2. The process according to claim 1, wherein the temperature of the nucleophilic substitution reaction is 50 to 200 ℃ and the reaction time is 2 to 24 hours, and the solvent for the nucleophilic substitution reaction is selected from the group consisting of N, N-dimethylformamide, N-methylpyrrolidone, dimethylsulfoxide, and a mixture of two or more thereof, preferably N, N-dimethylformamide.

3. The process of claim 1, wherein the nucleophilic substitution is carried out under basic conditions, and the base is selected from potassium carbonate, sodium carbonate, cesium carbonate or a mixture of two or more thereof, preferably potassium carbonate.

4. The method of claim 1, wherein the SM01 preparation method comprises the steps of:

(1): carrying out substitution ring-closing reaction on the 3-nitroformaldehyde derivative (compound III) and mercaptoacetic ester (compound IV) to obtain 7-nitrobenzothiophene-2-formic ether (compound V);

(2): hydrolyzing and decarboxylating the compound V to obtain 7-nitrobenzothiophene (compound SM 01);

wherein R is₂Is halogen, p-toluenesulfonyloxy (-OTs), benzenesulfonyloxy, trifluoromethanesulfonyloxy (-OTf) or methanesulfonyloxy (-OMs); r₃Is C1-6 alkyl, optionally substituted benzyl, wherein the halogen is Cl, Br or I, preferably Br.

5. The process according to claim 4, wherein the solvent for the substitution cyclization reaction is selected from the group consisting of N, N-dimethylformamide, N-methylpyrrolidone, dimethylsulfoxide or a mixture of two or more thereof, preferably N, N-dimethylformamide; the temperature of the substitution cyclization reaction is selected from 0-200 ℃, and preferably 25 ℃; the reaction time is preferably 2-24 h; the alkali for the substitution cyclization reaction is selected from potassium carbonate, sodium carbonate, cesium carbonate, sodium hydroxide and potassium hydroxide, and is preferably potassium carbonate; in the substitution cyclization reaction, the feeding ratio of a compound III to mercaptoacetate is 1:1-1: 1.2.
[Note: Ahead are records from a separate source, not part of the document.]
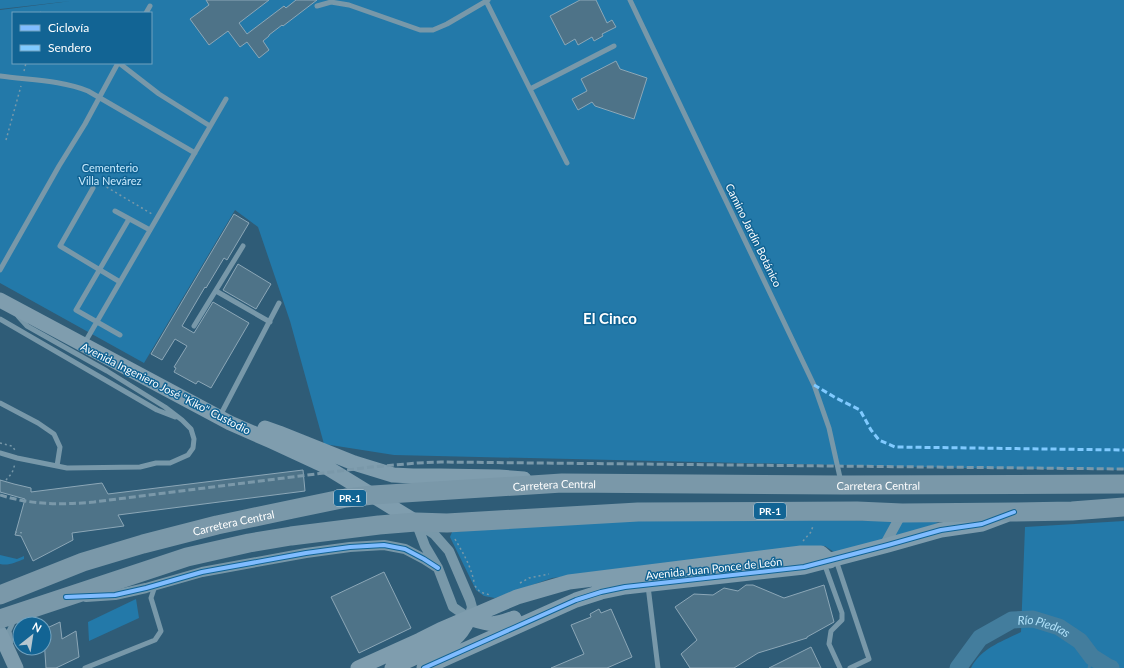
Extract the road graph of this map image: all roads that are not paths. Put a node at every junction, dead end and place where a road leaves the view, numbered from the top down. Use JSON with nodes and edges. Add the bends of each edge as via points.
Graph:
{"nodes":[{"id":1,"x":630,"y":0,"type":"edge"},
{"id":2,"x":487,"y":1,"type":"edge"},
{"id":3,"x":150,"y":6,"type":"dead end"},
{"id":4,"x":316,"y":6,"type":"dead end"},
{"id":5,"x":147,"y":12,"type":"edge"},
{"id":6,"x":614,"y":46,"type":"dead end"},
{"id":7,"x":117,"y":64,"type":"edge"},
{"id":8,"x":119,"y":64,"type":"edge"},
{"id":9,"x":0,"y":76,"type":"edge"},
{"id":10,"x":530,"y":89,"type":"junction"},
{"id":11,"x":99,"y":98,"type":"junction"},
{"id":12,"x":226,"y":99,"type":"dead end"},
{"id":13,"x":210,"y":126,"type":"junction"},
{"id":14,"x":195,"y":153,"type":"junction"},
{"id":15,"x":567,"y":163,"type":"dead end"},
{"id":16,"x":93,"y":188,"type":"dead end"},
{"id":17,"x":115,"y":211,"type":"dead end"},
{"id":18,"x":129,"y":219,"type":"junction"},
{"id":19,"x":150,"y":230,"type":"junction"},
{"id":20,"x":243,"y":246,"type":"dead end"},
{"id":21,"x":99,"y":269,"type":"junction"},
{"id":22,"x":0,"y":270,"type":"edge"},
{"id":23,"x":120,"y":282,"type":"junction"},
{"id":24,"x":216,"y":291,"type":"junction"},
{"id":25,"x":2,"y":302,"type":"edge"},
{"id":26,"x":279,"y":303,"type":"dead end"},
{"id":27,"x":0,"y":319,"type":"edge"},
{"id":28,"x":97,"y":322,"type":"junction"},
{"id":29,"x":270,"y":322,"type":"junction"},
{"id":30,"x":194,"y":326,"type":"dead end"},
{"id":31,"x":120,"y":335,"type":"dead end"},
{"id":32,"x":84,"y":345,"type":"junction"},
{"id":33,"x":0,"y":403,"type":"edge"},
{"id":34,"x":196,"y":405,"type":"junction"},
{"id":35,"x":221,"y":414,"type":"junction"},
{"id":36,"x":182,"y":420,"type":"junction"},
{"id":37,"x":0,"y":453,"type":"edge"},
{"id":38,"x":57,"y":466,"type":"junction"},
{"id":39,"x":562,"y":482,"type":"junction"},
{"id":40,"x":1124,"y":484,"type":"edge"},
{"id":41,"x":842,"y":485,"type":"junction"},
{"id":42,"x":440,"y":491,"type":"junction"},
{"id":43,"x":373,"y":495,"type":"junction"},
{"id":44,"x":1124,"y":507,"type":"edge"},
{"id":45,"x":902,"y":512,"type":"junction"},
{"id":46,"x":1014,"y":512,"type":"junction"},
{"id":47,"x":416,"y":522,"type":"junction"},
{"id":48,"x":884,"y":546,"type":"junction"},
{"id":49,"x":830,"y":561,"type":"junction"},
{"id":50,"x":438,"y":568,"type":"junction"},
{"id":51,"x":646,"y":579,"type":"junction"},
{"id":52,"x":155,"y":585,"type":"junction"},
{"id":53,"x":0,"y":595,"type":"edge"},
{"id":54,"x":66,"y":597,"type":"junction"},
{"id":55,"x":576,"y":600,"type":"junction"},
{"id":56,"x":20,"y":613,"type":"junction"},
{"id":57,"x":17,"y":616,"type":"edge"},
{"id":58,"x":469,"y":618,"type":"junction"},
{"id":59,"x":0,"y":619,"type":"edge"},
{"id":60,"x":12,"y":624,"type":"edge"},
{"id":61,"x":0,"y":633,"type":"edge"},
{"id":62,"x":12,"y":645,"type":"edge"},
{"id":63,"x":16,"y":668,"type":"edge"},
{"id":64,"x":85,"y":668,"type":"edge"},
{"id":65,"x":358,"y":668,"type":"edge"},
{"id":66,"x":392,"y":668,"type":"edge"},
{"id":67,"x":424,"y":668,"type":"edge"},
{"id":68,"x":658,"y":668,"type":"edge"},
{"id":69,"x":840,"y":668,"type":"edge"},
{"id":70,"x":850,"y":668,"type":"edge"}],
"edges":[{"from":1,"to":41,"type":"lane","name":"Camino Jardín Botánico","via":[[814,385],[829,428]]},
{"from":2,"to":4,"type":"lane","via":[[433,30],[420,30],[349,5],[331,2]]},
{"from":2,"to":10,"type":"lane"},
{"from":3,"to":5,"type":"lane"},
{"from":6,"to":10,"type":"lane"},
{"from":7,"to":11,"type":"lane"},
{"from":8,"to":13,"type":"lane","via":[[159,94]]},
{"from":9,"to":11,"type":"lane","via":[[78,87]]},
{"from":10,"to":15,"type":"lane"},
{"from":11,"to":14,"type":"lane"},
{"from":11,"to":22,"type":"lane"},
{"from":12,"to":13,"type":"lane"},
{"from":13,"to":14,"type":"lane"},
{"from":14,"to":19,"type":"lane"},
{"from":16,"to":21,"type":"lane","via":[[60,246]]},
{"from":17,"to":18,"type":"lane"},
{"from":18,"to":19,"type":"lane"},
{"from":18,"to":21,"type":"lane"},
{"from":19,"to":23,"type":"lane"},
{"from":20,"to":24,"type":"lane"},
{"from":21,"to":23,"type":"lane"},
{"from":21,"to":28,"type":"lane","via":[[76,310]]},
{"from":23,"to":28,"type":"lane"},
{"from":24,"to":29,"type":"lane"},
{"from":24,"to":30,"type":"lane"},
{"from":25,"to":32,"type":"street","name":"Avenida Ingeniero José \"Kiko\" Custodio"},
{"from":25,"to":36,"type":"lane","via":[[28,326],[153,399]]},
{"from":26,"to":29,"type":"lane"},
{"from":27,"to":36,"type":"lane","via":[[157,410]]},
{"from":28,"to":31,"type":"lane"},
{"from":28,"to":32,"type":"lane"},
{"from":29,"to":35,"type":"lane"},
{"from":32,"to":34,"type":"street","name":"Avenida Ingeniero José \"Kiko\" Custodio"},
{"from":33,"to":38,"type":"lane","via":[[54,434],[60,447]]},
{"from":34,"to":35,"type":"street"},
{"from":34,"to":43,"type":"street","name":"Avenida Ingeniero José \"Kiko\" Custodio","via":[[323,465]]},
{"from":35,"to":39,"type":"street","via":[[393,475],[499,477]]},
{"from":36,"to":38,"type":"lane","via":[[191,429],[193,448],[188,455],[170,463],[68,468]]},
{"from":37,"to":38,"type":"lane"},
{"from":39,"to":41,"type":"highway","name":"Carretera Central","number":"PR-1"},
{"from":39,"to":42,"type":"highway","name":"Carretera Central","number":"PR-1"},
{"from":40,"to":41,"type":"highway","name":"Carretera Central","number":"PR-1"},
{"from":42,"to":43,"type":"highway","name":"Carretera Central","number":"PR-1"},
{"from":42,"to":47,"type":"highway"},
{"from":43,"to":47,"type":"street","name":"Avenida Ingeniero José \"Kiko\" Custodio"},
{"from":43,"to":53,"type":"highway","name":"Carretera Central","number":"PR-1","via":[[346,498],[217,525],[150,542],[83,562]]},
{"from":44,"to":46,"type":"highway","number":"PR-1"},
{"from":45,"to":46,"type":"highway","number":"PR-1"},
{"from":45,"to":47,"type":"highway","number":"PR-1","via":[[638,512],[447,523]]},
{"from":45,"to":48,"type":"street"},
{"from":46,"to":48,"type":"street","name":"Avenida Juan Ponce de León","via":[[982,524],[941,530]]},
{"from":47,"to":50,"type":"street","via":[[425,546]]},
{"from":47,"to":54,"type":"highway","number":"PR-1","via":[[311,533],[249,543],[186,558]]},
{"from":47,"to":58,"type":"street","via":[[434,534],[449,551],[470,600],[472,607]]},
{"from":48,"to":49,"type":"street","name":"Avenida Juan Ponce de León"},
{"from":49,"to":51,"type":"street","name":"Avenida Juan Ponce de León","via":[[804,567]]},
{"from":49,"to":69,"type":"lane","via":[[842,620],[831,631],[829,644]]},
{"from":49,"to":70,"type":"lane","via":[[869,660]]},
{"from":50,"to":52,"type":"street","via":[[405,549],[384,545],[350,547],[253,562]]},
{"from":50,"to":58,"type":"street","via":[[453,607]]},
{"from":51,"to":55,"type":"street","name":"Avenida Juan Ponce de León"},
{"from":51,"to":58,"type":"street","name":"Avenida Juan Ponce de León","via":[[569,582],[517,597]]},
{"from":51,"to":68,"type":"lane"},
{"from":52,"to":54,"type":"street","via":[[115,595]]},
{"from":52,"to":64,"type":"lane","via":[[151,598],[161,631],[155,640]]},
{"from":54,"to":56,"type":"highway","number":"PR-1"},
{"from":55,"to":58,"type":"street","via":[[561,602],[498,624]]},
{"from":55,"to":67,"type":"street","name":"Avenida Juan Ponce de León"},
{"from":56,"to":57,"type":"lane"},
{"from":56,"to":59,"type":"highway","number":"PR-1"},
{"from":58,"to":65,"type":"street","name":"Avenida Juan Ponce de León"},
{"from":58,"to":66,"type":"street","via":[[460,635],[453,640]]},
{"from":60,"to":62,"type":"lane","via":[[9,631]]},
{"from":61,"to":63,"type":"street"}]}
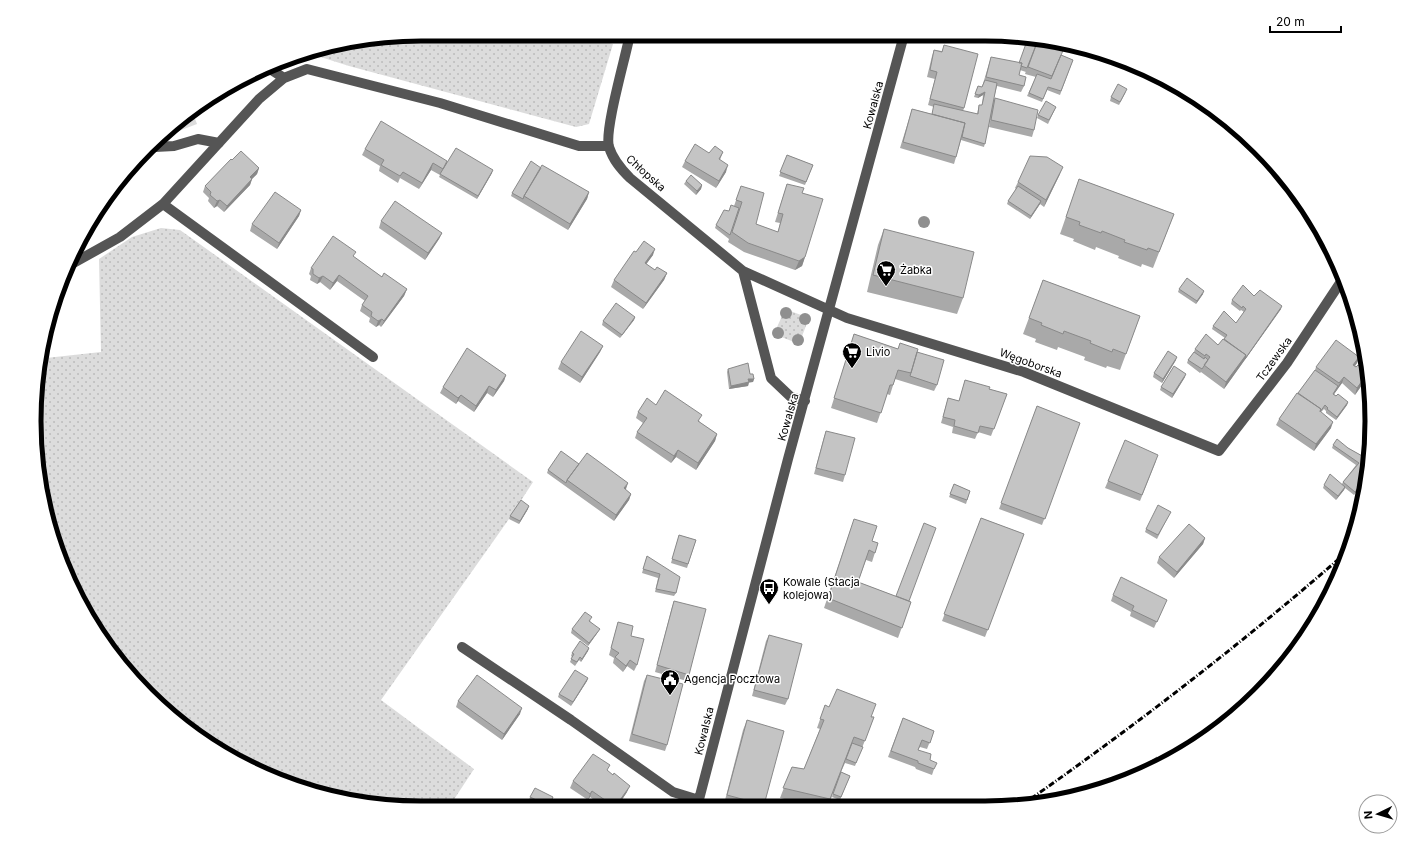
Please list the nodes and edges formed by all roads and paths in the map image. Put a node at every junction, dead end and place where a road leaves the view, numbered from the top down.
1 (628, 41) edge
2 (902, 41) edge
3 (274, 71) edge
4 (284, 78) junction
5 (218, 143) junction
6 (609, 146) junction
7 (157, 147) edge
8 (163, 204) junction
9 (76, 261) edge
10 (743, 271) junction
11 (1339, 284) edge
12 (830, 310) junction
13 (373, 357) dead end
14 (804, 401) junction
15 (1219, 452) joint
16 (462, 647) dead end
17 (692, 801) edge
18 (699, 801) edge

1 - 6 street, Chłopska
2 - 12 street, Kowalska
3 - 4 street
4 - 5 street
4 - 6 street
5 - 7 street
5 - 8 street
6 - 10 street, Chłopska
8 - 9 street
8 - 13 street
10 - 12 street, Chłopska
10 - 14 street
11 - 15 street, Tczewska
12 - 14 street, Kowalska
12 - 15 street, Węgoborska
14 - 18 street, Kowalska
16 - 17 street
6. the process according to claim 4, wherein the hydrolytic decarboxylation reaction is carried out under a catalyst selected from copper powder, cuprous oxide, preferably cuprous oxide.

7. The method of claim 4, wherein when R is₂When the compound is p-toluenesulfonyloxy, benzenesulfonyloxy, trifluoromethanesulfonyloxy or methanesulfonyloxy, the compound III is prepared by the following method:

1) carrying out nitration reaction on salicylaldehyde and a nitration reagent to obtain 3-nitro salicylaldehyde;

2) and carrying out hydroxyl substitution reaction on the 3-nitro salicylaldehyde and a substitution reagent to obtain a compound III.

8. The process of claim 1, wherein when R is H, the preparation of formula I is carried out according to the following reaction scheme.

L is an easy-leaving group or forms an aldehyde group, wherein the easy-leaving group is p-toluenesulfonyloxy (-OTs), benzenesulfonyloxy, trifluoromethanesulfonyloxy (-OTf) or methanesulfonyloxy (-OMs) halogen, and the halogen is Cl, Br or I, preferably Br.

9. The process of claim 1, wherein when R is H, the preparation of formula I follows the following reaction scheme:

l is an easy-leaving group or forms an aldehyde group, wherein the easy-leaving group is p-toluenesulfonyloxy (-OTs), benzenesulfonyloxy, trifluoromethanesulfonyloxy (-OTf) or methanesulfonyloxy (-OMs) halogen, and the halogen is Cl, Br or I, preferably Br.